[Saved data entries]
○ ○ ○ ○ ○ ○ ○

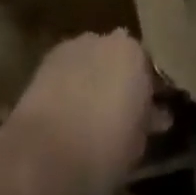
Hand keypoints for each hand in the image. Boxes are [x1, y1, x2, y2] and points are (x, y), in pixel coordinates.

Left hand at [2, 32, 162, 194]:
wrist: (39, 155)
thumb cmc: (98, 154)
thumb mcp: (135, 148)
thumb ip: (147, 123)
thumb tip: (156, 114)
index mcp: (135, 55)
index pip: (151, 70)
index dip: (151, 94)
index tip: (151, 115)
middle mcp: (107, 39)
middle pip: (122, 58)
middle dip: (123, 80)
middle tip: (121, 112)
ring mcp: (76, 44)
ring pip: (95, 59)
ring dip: (97, 78)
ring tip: (91, 112)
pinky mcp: (49, 56)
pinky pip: (71, 67)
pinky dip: (73, 81)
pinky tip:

○ ○ ○ ○ ○ ○ ○

Exercise brief:
Your output should be the lines from the one with "wrist: (39, 155)" through the end of the records above, copied exactly.

Completed task:
wrist: (39, 155)
thumb cmc: (98, 154)
thumb mcp: (135, 148)
thumb ip: (147, 123)
thumb tip: (156, 114)
index mcp: (135, 55)
index pip: (151, 70)
index dip: (151, 94)
index tip: (151, 115)
middle mcp: (107, 39)
middle pip: (122, 58)
middle dip: (123, 80)
middle tip: (121, 112)
ring mcp: (76, 44)
ring pip: (95, 59)
ring dip: (97, 78)
ring tip: (91, 112)
pinky mcp: (49, 56)
pinky pip: (71, 67)
pinky dip: (73, 81)
pinky tip:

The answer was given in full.